The modeling of Earth observation (EO) data is a challenging problem, typically approached by either purely mechanistic or purely data-driven methods. Mechanistic models encode the domain knowledge and physical rules governing the system. Such models, however, need the correct specification of all interactions between variables in the problem and the appropriate parameterization is a challenge in itself. On the other hand, machine learning approaches are flexible data-driven tools, able to approximate arbitrarily complex functions, but lack interpretability and struggle when data are scarce or in extrapolation regimes. In this article, we argue that hybrid learning schemes that combine both approaches can address all these issues efficiently. We introduce Gaussian process (GP) convolution models for hybrid modeling in EO problems. We specifically propose the use of a class of GP convolution models called latent force models (LFMs) for EO time series modeling, analysis, and understanding. LFMs are hybrid models that incorporate physical knowledge encoded in differential equations into a multioutput GP model.

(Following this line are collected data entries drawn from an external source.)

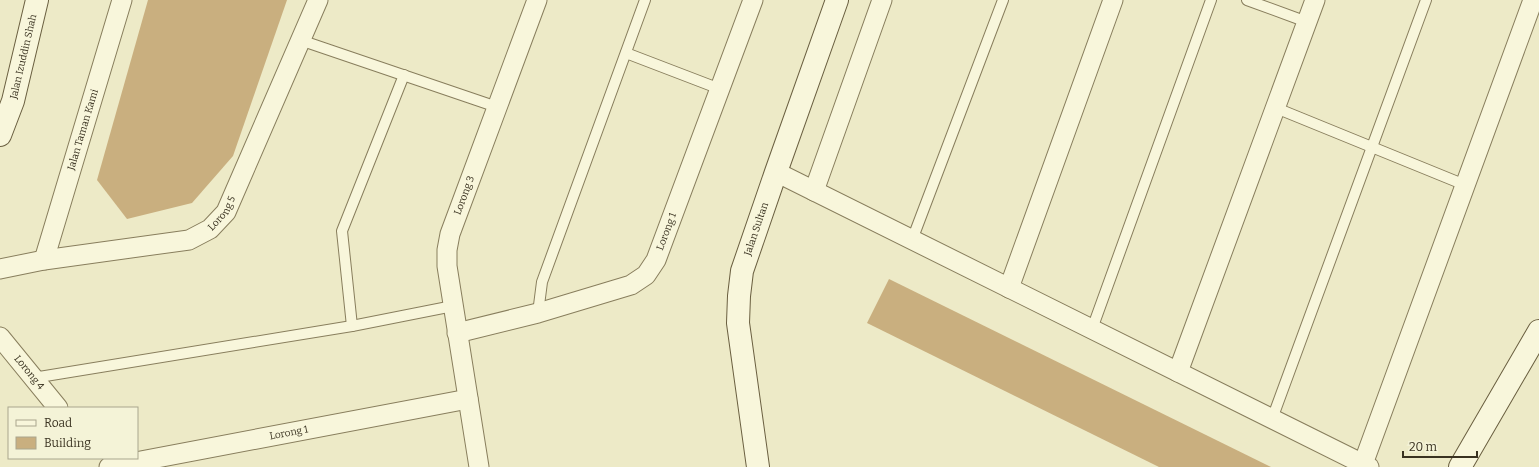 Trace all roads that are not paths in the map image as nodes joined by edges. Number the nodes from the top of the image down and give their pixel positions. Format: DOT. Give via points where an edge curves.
graph roads {
  1 [pos="37,0"];
  2 [pos="122,0"];
  3 [pos="318,0"];
  4 [pos="536,0"];
  5 [pos="645,0"];
  6 [pos="752,0"];
  7 [pos="837,0"];
  8 [pos="882,0"];
  9 [pos="1003,0"];
  10 [pos="1113,0"];
  11 [pos="1211,0"];
  12 [pos="1247,0"];
  13 [pos="1315,0"];
  14 [pos="1426,0"];
  15 [pos="1533,0"];
  16 [pos="1307,22"];
  17 [pos="300,40"];
  18 [pos="626,53"];
  19 [pos="404,75"];
  20 [pos="720,88"];
  21 [pos="497,107"];
  22 [pos="1276,108"];
  23 [pos="0,134"];
  24 [pos="1372,148"];
  25 [pos="776,172"];
  26 [pos="1465,185"];
  27 [pos="814,191"];
  28 [pos="912,240"];
  29 [pos="44,260"];
  30 [pos="0,269"];
  31 [pos="1010,288"];
  32 [pos="453,306"];
  33 [pos="538,313"];
  34 [pos="352,326"];
  35 [pos="1092,329"];
  36 [pos="1539,332"];
  37 [pos="457,333"];
  38 [pos="0,338"];
  39 [pos="1178,372"];
  40 [pos="34,378"];
  41 [pos="468,398"];
  42 [pos="57,407"];
  43 [pos="1272,418"];
  44 [pos="100,459"];
  45 [pos="1366,465"];
  46 [pos="106,467"];
  47 [pos="109,467"];
  48 [pos="479,467"];
  49 [pos="758,467"];
  50 [pos="1460,467"];
  1 -- 23 [label="street, Jalan Izuddin Shah" via="13,101"];
  2 -- 29 [label="street, Jalan Taman Kami"];
  3 -- 17 [label="street, Lorong 5"];
  4 -- 21 [label="street, Lorong 3"];
  5 -- 18 [label="lane"];
  6 -- 20 [label="street, Lorong 1"];
  7 -- 25 [label="street, Jalan Sultan"];
  8 -- 27 [label="street"];
  9 -- 28 [label="lane"];
  10 -- 31 [label="street"];
  11 -- 35 [label="lane"];
  12 -- 16 [label="lane"];
  13 -- 16 [label="street"];
  14 -- 24 [label="lane"];
  15 -- 26 [label="street"];
  16 -- 22 [label="street"];
  17 -- 19 [label="lane"];
  17 -- 29 [label="street, Lorong 5" via="226,212 210,229 189,240"];
  18 -- 20 [label="lane"];
  18 -- 33 [label="lane" via="542,282"];
  19 -- 21 [label="lane"];
  19 -- 34 [label="lane" via="342,231"];
  20 -- 33 [label="street, Lorong 1" via="656,260 646,275 631,285"];
  21 -- 32 [label="street, Lorong 3" via="450,234 447,266"];
  22 -- 24 [label="lane"];
  22 -- 39 [label="street"];
  24 -- 26 [label="lane"];
  24 -- 43 [label="lane"];
  25 -- 27 [label="street"];
  25 -- 49 [label="street, Jalan Sultan" via="742,271 739,296 738,323"];
  26 -- 45 [label="street"];
  27 -- 28 [label="street"];
  28 -- 31 [label="street"];
  29 -- 30 [label="street, Lorong 5"];
  31 -- 35 [label="street"];
  32 -- 34 [label="lane"];
  32 -- 37 [label="street, Lorong 3"];
  33 -- 37 [label="street, Lorong 1"];
  34 -- 40 [label="lane"];
  35 -- 39 [label="street"];
  36 -- 50 [label="street"];
  37 -- 41 [label="street, Lorong 3"];
  38 -- 40 [label="street, Lorong 4"];
  39 -- 43 [label="street"];
  40 -- 42 [label="street, Lorong 4"];
  41 -- 47 [label="street, Lorong 1"];
  41 -- 48 [label="street, Lorong 3"];
  43 -- 45 [label="street"];
  44 -- 46 [label="street"];
} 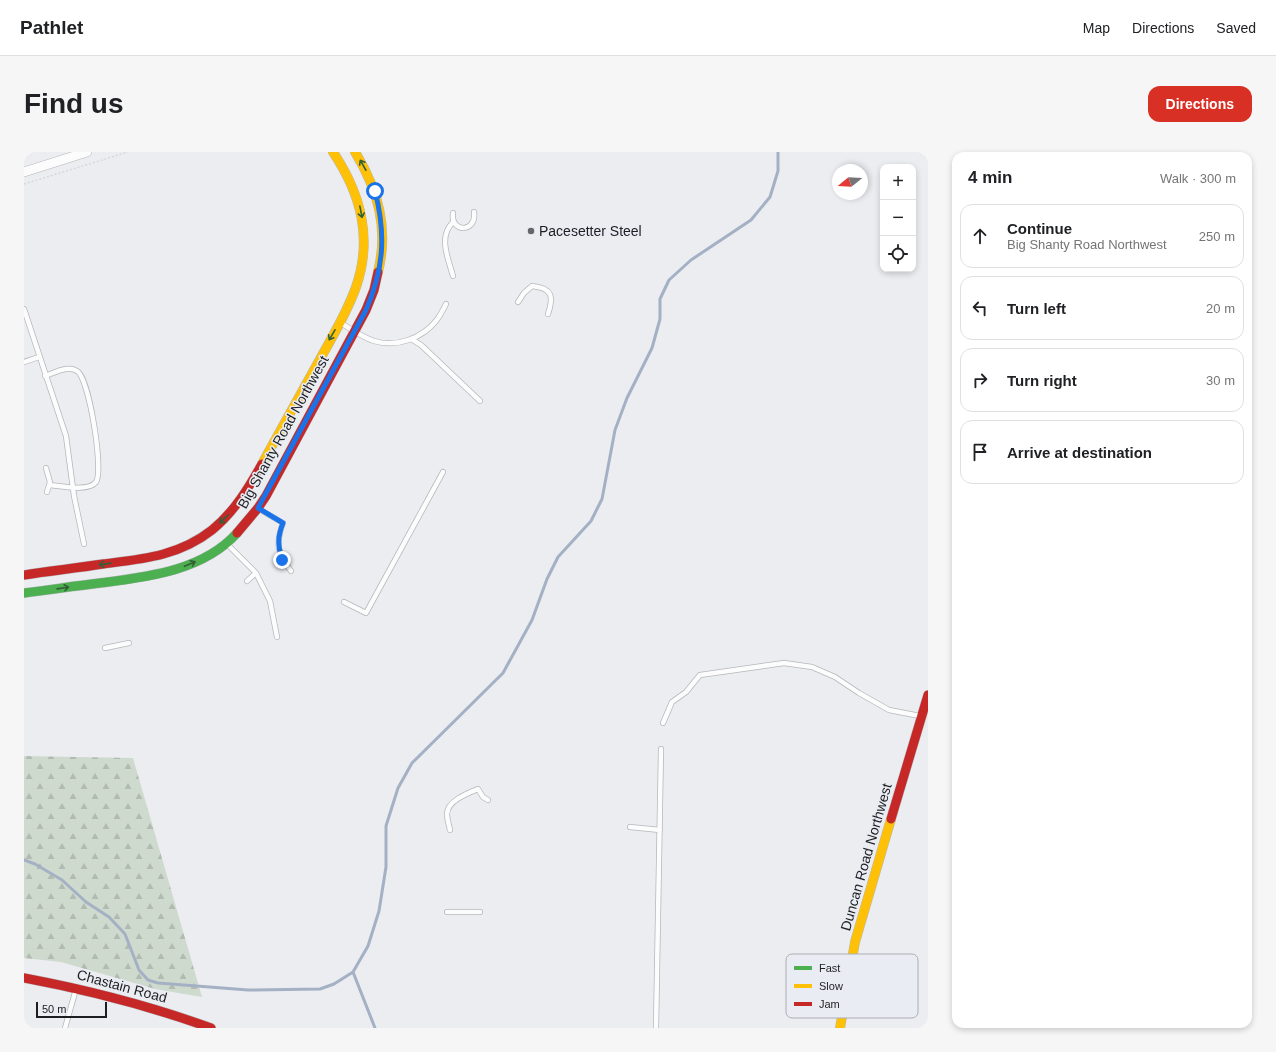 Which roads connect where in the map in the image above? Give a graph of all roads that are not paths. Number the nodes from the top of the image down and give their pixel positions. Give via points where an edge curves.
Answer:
1 (87, 152) edge
2 (333, 152) edge
3 (355, 152) edge
4 (24, 172) edge
5 (474, 212) dead end
6 (453, 213) dead end
7 (453, 222) junction
8 (453, 276) dead end
9 (518, 302) dead end
10 (446, 304) dead end
11 (24, 309) edge
12 (548, 314) dead end
13 (340, 322) junction
14 (354, 332) junction
15 (411, 339) junction
16 (39, 357) junction
17 (24, 362) edge
18 (45, 376) junction
19 (480, 401) dead end
20 (46, 468) dead end
21 (443, 472) dead end
22 (49, 485) junction
23 (73, 488) junction
24 (47, 492) dead end
25 (258, 508) junction
26 (226, 543) junction
27 (84, 544) dead end
28 (291, 571) dead end
29 (256, 573) junction
30 (24, 575) edge
31 (247, 581) dead end
32 (24, 593) edge
33 (344, 602) dead end
34 (278, 637) dead end
35 (129, 643) dead end
36 (105, 648) dead end
37 (928, 695) edge
38 (922, 721) junction
39 (663, 723) dead end
40 (662, 749) dead end
41 (488, 800) dead end
42 (630, 827) dead end
43 (450, 830) dead end
44 (660, 830) junction
45 (447, 912) dead end
46 (480, 912) dead end
47 (853, 954) edge
48 (24, 978) edge
49 (76, 988) junction
50 (842, 1018) edge
51 (65, 1028) edge
52 (211, 1028) edge
53 (656, 1028) edge
54 (840, 1028) edge

1 - 4 street
2 -> 13 street, Big Shanty Road Northwest via 356,192 364,227 359,279
14 -> 3 street, Big Shanty Road Northwest via 373,294 381,264 382,244 380,210 375,191
5 - 7 lane via 473,222 466,228 456,226
6 - 7 lane
7 - 8 lane via 444,241
9 - 12 lane via 532,286 543,287 550,294 552,302
10 - 15 lane via 431,326
11 - 16 lane
13 - 14 lane
13 -> 30 street, Big Shanty Road Northwest via 252,484 218,525 189,545 156,557
14 - 15 lane via 381,342 396,343
14 - 25 street, Big Shanty Road Northwest
15 - 19 lane via 421,345
16 - 17 lane
16 - 18 lane
18 - 23 lane via 66,436
18 - 23 lane via 72,369 79,371 84,380 95,426 98,474 92,486
20 - 22 lane
21 - 33 lane via 366,613
22 - 23 lane
22 - 24 lane
23 - 27 lane
25 - 26 street, Big Shanty Road Northwest
25 - 28 lane via 283,523 278,535 278,546 282,560
26 - 29 lane
32 -> 26 street, Big Shanty Road Northwest via 173,571 205,558
29 - 31 lane
29 - 34 lane via 270,601
35 - 36 lane
37 - 38 street, Duncan Road Northwest
38 - 39 lane via 889,710 835,677 812,667 784,663 700,675 686,692 672,702
38 - 47 street, Duncan Road Northwest
40 - 44 lane
41 - 43 lane via 478,789 458,799 447,813
42 - 44 lane
44 - 53 lane
45 - 46 lane
48 - 49 street, Chastain Road
49 - 51 lane
49 - 52 street, Chastain Road via 148,1006
50 - 54 street, Duncan Road Northwest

LFMs can transfer information across time series, cope with missing observations, infer explicit latent functions forcing the system, and learn parameterizations which are very helpful for system analysis and interpretability. We illustrate the performance in two case studies. First, we consider time series of soil moisture (SM) from active Advanced Scatterometer (ASCAT) and passive [SM and ocean salinity (SMOS), advanced microwave scanning radiometer-2 (AMSR2)] microwave satellites. We show how assuming a first-order differential equation as governing equation, the model automatically estimates the e-folding time or decay rate related to SM persistence and discovers latent forces related to precipitation. In the second case study, we show how the model can fill in gaps of leaf area index (LAI) and Fraction of Absorbed Photosynthetically Active Radiation (fAPAR) from moderate resolution imaging spectroradiometer (MODIS) optical time series by exploiting their relations across different spatial and temporal domains. The proposed hybrid methodology reconciles the two main approaches in remote-sensing parameter estimation by blending statistical learning and mechanistic modeling.